Australian man Oscar Jenkins will stand trial on mercenary charges in Russian-occupied Lugansk, the eastern region’s Moscow-installed authorities said on Friday, but the prime minister has insisted he has not been abandoned.
“The Prosecutor’s Office of the Lugansk People’s Republic approved the indictment in the criminal case against 33-year-old citizen of the Commonwealth of Australia Oscar Charles Augustus Jenkins,” the authorities said in a statement.
He is the latest foreign soldier fighting for Ukraine to appear before the court.
Asked whether Australia had abandoned Jenkins amid the developments, Anthony Albanese said on Saturday “we certainly have not”.
“[Australia will] continue to make representations to the reprehensible regime of Vladimir Putin on behalf of Mr Jenkins,” he said, in what is the latest of many calls to release the former biology teacher.
“We will stand up and use whatever avenues we have at our disposal to continue to make those representations.”
As part of that, Albanese again confirmed Australia is “prepared to consider being part of a coalition of the willing” peacekeeping effort in Ukraine.

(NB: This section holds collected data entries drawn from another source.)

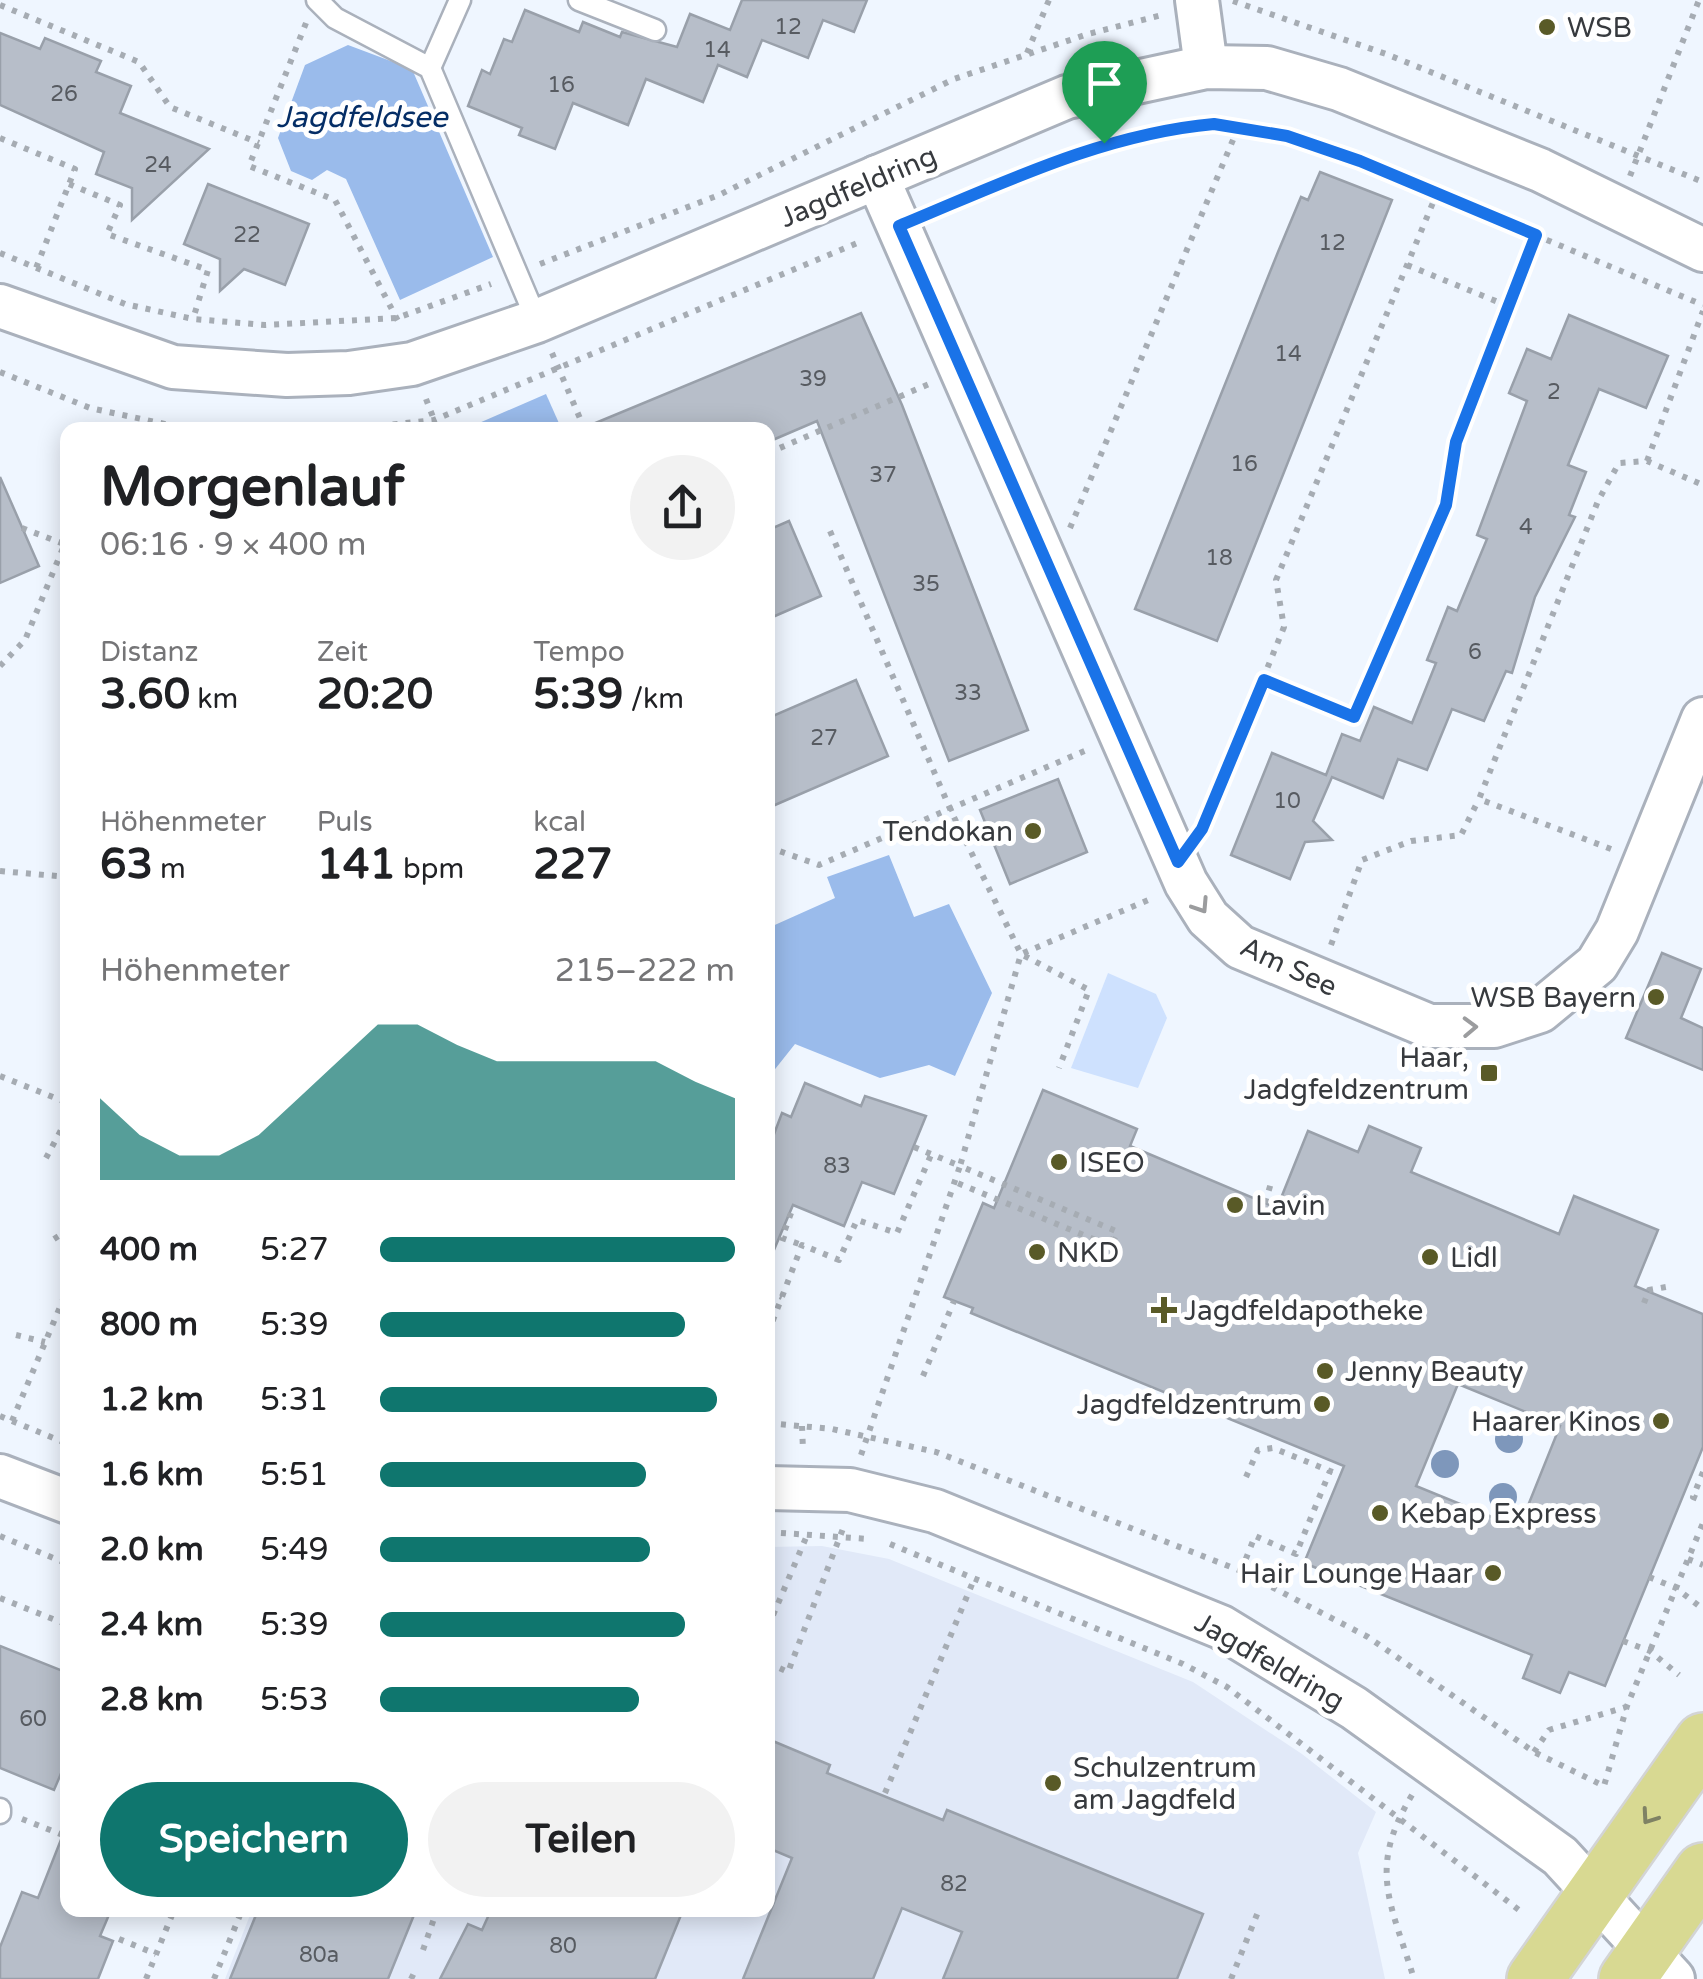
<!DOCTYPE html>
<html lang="de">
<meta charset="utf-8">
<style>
:root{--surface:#fff;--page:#f2f2f2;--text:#202124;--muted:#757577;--accent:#0f766e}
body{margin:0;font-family:"Varela Round",sans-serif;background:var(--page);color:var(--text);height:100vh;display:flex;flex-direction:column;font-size:38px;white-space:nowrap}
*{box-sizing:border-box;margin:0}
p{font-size:32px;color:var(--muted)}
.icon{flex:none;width:55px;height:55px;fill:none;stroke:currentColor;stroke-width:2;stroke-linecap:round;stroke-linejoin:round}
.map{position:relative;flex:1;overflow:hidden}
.panel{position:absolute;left:60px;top:422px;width:715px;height:1495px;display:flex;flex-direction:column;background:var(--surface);border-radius:20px;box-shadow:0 5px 25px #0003}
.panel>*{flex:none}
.pin{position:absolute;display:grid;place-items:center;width:85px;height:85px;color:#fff;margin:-102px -42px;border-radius:50% 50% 50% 0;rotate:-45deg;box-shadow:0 0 10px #0007}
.pin .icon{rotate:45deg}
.round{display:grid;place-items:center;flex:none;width:105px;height:105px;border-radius:52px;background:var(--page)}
.headline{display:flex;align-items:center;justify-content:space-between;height:170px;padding:0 40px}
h1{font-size:55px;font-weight:700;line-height:75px}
.figures{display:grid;grid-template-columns:repeat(3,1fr);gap:15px;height:170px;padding:10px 40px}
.figures div{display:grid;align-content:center}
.figures b{font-size:42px;font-weight:700}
.figures small{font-size:28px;font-weight:400}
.figures p{font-size:28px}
.chart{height:280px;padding:20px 40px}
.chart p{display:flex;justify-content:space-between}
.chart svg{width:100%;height:180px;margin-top:10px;fill:var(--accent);opacity:.7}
.primary-button{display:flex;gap:20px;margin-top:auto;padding:20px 40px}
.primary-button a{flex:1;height:115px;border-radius:60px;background:var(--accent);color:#fff;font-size:40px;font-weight:700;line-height:115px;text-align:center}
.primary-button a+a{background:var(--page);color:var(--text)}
ul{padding:0 40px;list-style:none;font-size:32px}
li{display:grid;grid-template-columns:160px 120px 1fr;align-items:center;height:75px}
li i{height:25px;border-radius:12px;background:var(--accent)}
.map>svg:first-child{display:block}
.built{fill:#e1e9f8}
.green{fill:#cee1fe}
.water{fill:#9abbeb}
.building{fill:#b7bec9;stroke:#99a0aa;stroke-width:2.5;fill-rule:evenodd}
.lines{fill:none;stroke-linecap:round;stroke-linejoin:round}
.lane-casing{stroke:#aab1bc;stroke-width:25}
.street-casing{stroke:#aab1bc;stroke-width:48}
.primary-casing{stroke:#d3d4d5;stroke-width:60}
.path{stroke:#a6acb3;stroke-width:6;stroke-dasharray:5 8;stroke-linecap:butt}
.lane{stroke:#fff;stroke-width:20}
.street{stroke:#fff;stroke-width:42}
.primary{stroke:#d8d992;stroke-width:55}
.tree{fill:#7e97bb}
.oneway{stroke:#9b9c9e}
.oneway2{stroke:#7f8264}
.route-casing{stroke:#fff;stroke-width:20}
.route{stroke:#1a73e8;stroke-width:12}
.poi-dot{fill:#595a27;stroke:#fff;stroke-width:4}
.labels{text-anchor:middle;stroke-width:10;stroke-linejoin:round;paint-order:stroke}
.number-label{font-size:22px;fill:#575b61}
.poi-label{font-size:28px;fill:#373a3e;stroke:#fff;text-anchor:start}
.street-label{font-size:28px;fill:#373a3e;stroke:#fff}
.water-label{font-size:30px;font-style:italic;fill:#052e66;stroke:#fff}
</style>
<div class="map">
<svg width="1703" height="1979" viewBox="0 0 1703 1979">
<rect width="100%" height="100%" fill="#eff6ff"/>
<polygon class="built" points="822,1546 889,1559 1193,1682 1302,1754 1376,1812 1358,1853 1385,1979 225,1979 252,1910 768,1910 768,1547"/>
<polygon class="green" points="1108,973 1156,994 1167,1018 1138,1088 1071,1068"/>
<g class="water">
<polygon points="348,45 412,69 493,257 400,300 346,179 327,170 312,180 291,171 278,138 305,65"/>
<polygon points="546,394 562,430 463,430"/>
<polygon points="889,855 914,917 949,904 992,993 955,1076 929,1065 880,1078 795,1044 768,1078 768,928 835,898 827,877"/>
</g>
<g class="building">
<polygon points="742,0 867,0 854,32 823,20 808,58 762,40 747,77 718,65 703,102 646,79 628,125 573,103 555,149 519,135 522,128 468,106 482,70 490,74 504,39 512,42 525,10 579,32 583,22 620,37 622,32 677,47 690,14 730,30"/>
<polygon points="0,33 40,49 45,38 101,61 96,72 131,86 120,113 209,149 132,220 132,188 96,174 104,152 0,105"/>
<polygon points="1320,172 1392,200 1217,641 1135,609 1278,252 1301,197 1308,200"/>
<polygon points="208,184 309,224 285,285 244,269 220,291 220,259 184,244"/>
<polygon points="861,313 902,405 1028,730 949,761 817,421 768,442 768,430 581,429"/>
<polygon points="1569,315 1668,356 1646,408 1599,389 1568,465 1586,472 1569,515 1575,517 1535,597 1512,673 1506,671 1484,721 1452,709 1427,770 1398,759 1383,798 1332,777 1313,821 1332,840 1305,842 1290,879 1231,855 1272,753 1326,775 1342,734 1360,741 1374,707 1412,723 1436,663 1427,660 1448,607 1457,611 1487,539 1477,535 1527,401 1509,393 1527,349 1551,359"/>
<polygon points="0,477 39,566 0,583"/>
<polygon points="789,521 821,596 768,619 768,530"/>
<polygon points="856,680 888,756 768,808 768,718"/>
<polygon points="1058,779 1087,852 1010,884 980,810"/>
<polygon points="1662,953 1701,969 1681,1018 1703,1028 1703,1070 1626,1038"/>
<polygon points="805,1083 861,1106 865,1096 926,1116 894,1194 862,1182 844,1226 793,1205 768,1264 768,1150 782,1113 791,1117"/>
<path d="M1043,1090l94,39 -7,17 147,62 31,-77 50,21 11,-26 52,22 -10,24 148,62 15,-38 84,34 -23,56 68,28v133l-98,239 -36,-14 -9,21 -37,-15 9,-23 -228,-92 40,-97 -373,-153 2,-5 -29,-11 39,-94 11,5zM1458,1384l102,42 -41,102 -103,-42z"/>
<polygon points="0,1646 68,1673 68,1757 54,1790 0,1768"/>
<polygon points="768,1739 830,1765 827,1773 943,1820 947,1810 1203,1914 1177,1979 943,1979 962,1932 902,1908 873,1979 743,1979 792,1858 768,1848"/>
<polygon points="66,1827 68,1910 111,1910 100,1936 113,1941 98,1979 0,1979 0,1947 22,1892 38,1898"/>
<polygon points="258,1910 416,1910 388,1979 230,1979"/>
<polygon points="491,1910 683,1910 655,1979 440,1979 468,1924 482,1930"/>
</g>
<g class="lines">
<defs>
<g id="lane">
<polyline points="317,0 335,18 430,68 537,321"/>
<polyline points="579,0 655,30"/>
<polyline points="430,68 460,0"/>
<polyline points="0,1809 0,1813"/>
</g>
<g id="street">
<polyline points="1197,0 1206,67"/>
<polyline points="877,177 1186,883 1208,918 1240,947 1429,1026 1494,1026 1540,1011 1597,964 1617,931 1703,719"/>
<polyline points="0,306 173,367 287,375 349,373 412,364 537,321 1067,97 1206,67 1267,68 1339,89 1540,170 1703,250"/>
<polyline points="0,1476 68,1502"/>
<polyline points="768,1488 850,1490 935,1511 1221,1627 1354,1708 1560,1856 1673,1979"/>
</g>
<g id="primary">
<polyline points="1535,1979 1703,1741"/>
<polyline points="1627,1979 1703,1871"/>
</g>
</defs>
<use href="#lane" class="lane-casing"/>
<use href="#street" class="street-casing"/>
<use href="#primary" class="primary-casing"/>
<g class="path">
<polyline points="1233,1 1386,54 1703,182"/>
<polyline points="0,5 139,62 170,107 259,143"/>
<polyline points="306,23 249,166 335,200 398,321"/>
<polyline points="1027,53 1049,0"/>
<polyline points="0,138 75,169 36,268"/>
<polyline points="1630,176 1699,0"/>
<polyline points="69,184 120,205 107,234 208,270 193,319"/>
<path d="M934,212c73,-30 149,-70 227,-84 112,-20 225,44 325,86 72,31 145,61 217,91"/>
<polyline points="0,253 125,304 193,319 265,325 397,318 491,284"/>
<polyline points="540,264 719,195 954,79 1088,34 1162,15"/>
<polyline points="1407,265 1508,306"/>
<polyline points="552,353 585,430"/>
<polyline points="0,372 90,408 193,430"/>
<polyline points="426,399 438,430"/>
<polyline points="341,430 434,420 862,241"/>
<polyline points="768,453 929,384"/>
<polyline points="1647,461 1703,311"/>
<polyline points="22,528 64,544"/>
<polyline points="1070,528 1238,128"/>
<polyline points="830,531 951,811 1021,954 1089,990 1059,1068"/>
<polyline points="0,666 25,640 68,536"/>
<polyline points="1264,681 1354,717 1446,505 1456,442 1535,235"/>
<polyline points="1204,824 1284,627 1276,580 1437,193"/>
<polyline points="768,847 819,865 1089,749"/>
<polyline points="1611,849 1479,799 1598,501 1619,463 1647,461 1703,485"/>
<polyline points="0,871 68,877"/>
<polyline points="1331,945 1362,860 1411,841 1461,835 1479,799"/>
<polyline points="0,1076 68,1103"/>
<polyline points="768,1138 772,1139"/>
<polyline points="914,1147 960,1166 1021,954 1153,898"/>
<polyline points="46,1158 68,1117"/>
<polyline points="1265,1203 1271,1183"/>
<polyline points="791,1213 782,1238 802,1245"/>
<polyline points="54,1239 68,1230"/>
<polyline points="1112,1239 1123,1244"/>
<polyline points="768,1291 782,1297"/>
<polyline points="1644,1303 1649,1290 1666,1287"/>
<polyline points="768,1333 802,1245 839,1260 857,1220 897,1233 931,1155"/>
<polyline points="16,1335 45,1342"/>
<polyline points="923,1376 954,1301"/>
<polyline points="0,1416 68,1444"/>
<polyline points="12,1421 68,1288"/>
<polyline points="768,1423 832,1429 936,1452 1241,1571 1368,1637 1534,1752 1604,1786 1627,1706 1703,1523"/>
<polyline points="802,1426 803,1450"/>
<polyline points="861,1455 960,1166 1116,1231 1110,1246 955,1182"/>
<polyline points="1703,1472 1693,1497 1703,1501"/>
<polyline points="1246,1477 1258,1450 1273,1448 1340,1475"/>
<polyline points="768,1532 868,1539"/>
<polyline points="0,1536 68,1564"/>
<polyline points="890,1544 1183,1664 1227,1687 1523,1913"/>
<polyline points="1688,1559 1703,1565"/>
<polyline points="1241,1571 1255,1536 1296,1554 1330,1471"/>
<polyline points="1649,1577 1676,1588 1703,1609"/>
<polyline points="0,1598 68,1625"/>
<polyline points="768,1627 808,1533"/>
<polyline points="1623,1641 1650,1651 1679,1675"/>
<polyline points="768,1663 788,1672 844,1526"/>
<polyline points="65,1721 68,1722"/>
<polyline points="1534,1752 1549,1730 1626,1707"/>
<polyline points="885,1793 975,1577"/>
<path d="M1412,1795c-45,74 -21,108 2,184"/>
<polyline points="22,1819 68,1837"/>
<polyline points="119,1939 156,1954"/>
<polyline points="423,1950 437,1910"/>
<polyline points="146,1979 174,1910"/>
<polyline points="214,1979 242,1910"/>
<polyline points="411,1979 414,1973"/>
<polyline points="1231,1979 1260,1907"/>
</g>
<use href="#lane" class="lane"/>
<use href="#street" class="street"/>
<use href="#primary" class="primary"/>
</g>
<g class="tree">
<circle cx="1509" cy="1439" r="14"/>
<circle cx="1445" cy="1464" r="14"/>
<circle cx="1503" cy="1497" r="14"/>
</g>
<defs><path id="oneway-chevron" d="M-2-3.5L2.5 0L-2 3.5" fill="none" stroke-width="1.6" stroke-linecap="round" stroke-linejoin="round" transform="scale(2.5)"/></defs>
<g class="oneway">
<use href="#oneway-chevron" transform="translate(1201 906) rotate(57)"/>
<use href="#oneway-chevron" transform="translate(1470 1027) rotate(-2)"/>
</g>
<use class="oneway2" href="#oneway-chevron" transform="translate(1649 1817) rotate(125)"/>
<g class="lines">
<defs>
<path id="route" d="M1214,124l73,12 73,25 176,74 -80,207 -10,63 -92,212 -90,-37 -62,149 -24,33 -279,-636c102,-42 203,-92 315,-102z"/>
</defs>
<use href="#route" class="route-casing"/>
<use href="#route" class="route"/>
</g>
<g class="poi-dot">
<circle cx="1547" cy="27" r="10"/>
<circle cx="1033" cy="831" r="10"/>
<circle cx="1656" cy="997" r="10"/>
<rect x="1479" y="1063" width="20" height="20" rx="5"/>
<circle cx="1059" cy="1162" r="10"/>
<circle cx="1235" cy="1205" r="10"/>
<circle cx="1037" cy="1252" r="10"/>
<circle cx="1430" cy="1257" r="10"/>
<path d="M1159 1295h10v10h10v10h-10v10h-10v-10h-10v-10h10z"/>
<circle cx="1325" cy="1371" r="10"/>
<circle cx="1322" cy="1404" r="10"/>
<circle cx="1661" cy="1421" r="10"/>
<circle cx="1380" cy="1513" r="10"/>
<circle cx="1493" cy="1573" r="10"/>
<circle cx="1053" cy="1783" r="10"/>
</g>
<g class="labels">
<g class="number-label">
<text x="788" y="34">12</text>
<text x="717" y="57">14</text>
<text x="561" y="92">16</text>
<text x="64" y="101">26</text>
<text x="158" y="172">24</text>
<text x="247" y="242">22</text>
<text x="1332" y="250">12</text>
<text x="1288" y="361">14</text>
<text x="813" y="386">39</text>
<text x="1554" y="399">2</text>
<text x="1244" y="471">16</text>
<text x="883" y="482">37</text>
<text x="1526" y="534">4</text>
<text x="1219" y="565">18</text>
<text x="926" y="591">35</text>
<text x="1475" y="659">6</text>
<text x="968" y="700">33</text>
<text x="824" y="745">27</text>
<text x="1287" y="808">10</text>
<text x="837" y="1173">83</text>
<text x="33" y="1726">60</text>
<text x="954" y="1891">82</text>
<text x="563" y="1953">80</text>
<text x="319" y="1962">80a</text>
</g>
<g class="poi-label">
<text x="1567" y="37">WSB</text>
<text x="1013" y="841" text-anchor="end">Tendokan</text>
<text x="1636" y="1007" text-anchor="end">WSB Bayern</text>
<text x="1469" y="1067" text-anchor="end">Haar,<tspan x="1469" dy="32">Jadgfeldzentrum</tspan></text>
<text x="1079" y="1172">ISEO</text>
<text x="1255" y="1215">Lavin</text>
<text x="1057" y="1262">NKD</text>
<text x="1450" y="1267">Lidl</text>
<text x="1184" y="1320">Jagdfeldapotheke</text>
<text x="1345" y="1381">Jenny Beauty</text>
<text x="1302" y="1414" text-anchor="end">Jagdfeldzentrum</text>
<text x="1641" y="1431" text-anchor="end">Haarer Kinos</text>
<text x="1400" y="1523">Kebap Express</text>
<text x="1473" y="1583" text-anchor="end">Hair Lounge Haar</text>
<text x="1073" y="1777">Schulzentrum<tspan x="1073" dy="32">am Jagdfeld</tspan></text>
</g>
<g class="street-label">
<text transform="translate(858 186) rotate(-23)" y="10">Jagdfeldring</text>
<text transform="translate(1289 966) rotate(25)" y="10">Am See</text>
<text transform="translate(1270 1661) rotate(30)" y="10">Jagdfeldring</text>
</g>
<g class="water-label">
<text x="362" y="127">Jagdfeldsee</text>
</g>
</g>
</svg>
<div class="pin" style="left:1104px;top:143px;background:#1e9e55"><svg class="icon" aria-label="arrive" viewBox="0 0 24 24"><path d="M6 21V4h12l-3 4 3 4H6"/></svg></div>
<section class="panel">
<div class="headline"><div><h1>Morgenlauf</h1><p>06:16 · 9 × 400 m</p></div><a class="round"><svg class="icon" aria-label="share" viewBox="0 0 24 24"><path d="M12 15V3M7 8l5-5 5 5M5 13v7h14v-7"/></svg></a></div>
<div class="figures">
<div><p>Distanz</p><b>3.60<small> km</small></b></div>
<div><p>Zeit</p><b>20:20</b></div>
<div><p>Tempo</p><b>5:39<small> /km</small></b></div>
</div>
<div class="figures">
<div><p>Höhenmeter</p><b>63<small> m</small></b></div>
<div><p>Puls</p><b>141<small> bpm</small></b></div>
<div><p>kcal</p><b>227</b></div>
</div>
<div class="chart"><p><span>Höhenmeter</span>215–222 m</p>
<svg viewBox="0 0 160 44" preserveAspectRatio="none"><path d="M0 44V24L10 33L20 38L30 38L40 33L50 24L60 15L70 6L80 6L90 11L100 15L110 15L120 15L130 15L140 15L150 20L160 24V44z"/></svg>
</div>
<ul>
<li><b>400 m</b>5:27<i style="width:100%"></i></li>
<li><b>800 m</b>5:39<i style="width:86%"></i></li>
<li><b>1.2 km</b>5:31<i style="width:95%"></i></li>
<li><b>1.6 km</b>5:51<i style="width:75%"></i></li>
<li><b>2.0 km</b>5:49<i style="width:76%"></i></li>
<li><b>2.4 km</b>5:39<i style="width:86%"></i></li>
<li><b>2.8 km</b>5:53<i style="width:73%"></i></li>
</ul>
<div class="primary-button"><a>Speichern</a><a>Teilen</a></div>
</section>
</div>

The investigators allege Jenkins came to Ukraine in February 2024 from Melbourne and then fought against the Russian army between March and December 2024, for which he was paid around $7,000-9,000 a month.
After his capture in combat, Jenkins first appeared in a video shared by a Russian military blogger in December 2024, in which he was filmed being roughly interrogated under duress and slapped in the face.
He was then believed to have been killed in captivity, until Russia confirmed he was alive and later posted a video of the frail Australian’s medical examination, with the captors heard joking in the background that his blood pressure showed “he wasn’t dead”.
“We’ve made it clear to Russia that Mr Jenkins is a prisoner of war and that there are obligations that kick in in accordance with international humanitarian law and they must be observed,” Albanese told ABC Radio Sydney after the examination video was released.
Russia and its eastern Ukraine proxies typically consider foreigners travelling to fight in Ukraine as “mercenaries”.
This enables them to prosecute fighters under its criminal code, rather than treating them as captured prisoners of war with protections and rights under the Geneva Convention.
Most recently, British man James Scott Rhys Anderson, 22, was charged with terrorism after he was caught in the Kursk region fighting on Ukraine’s side.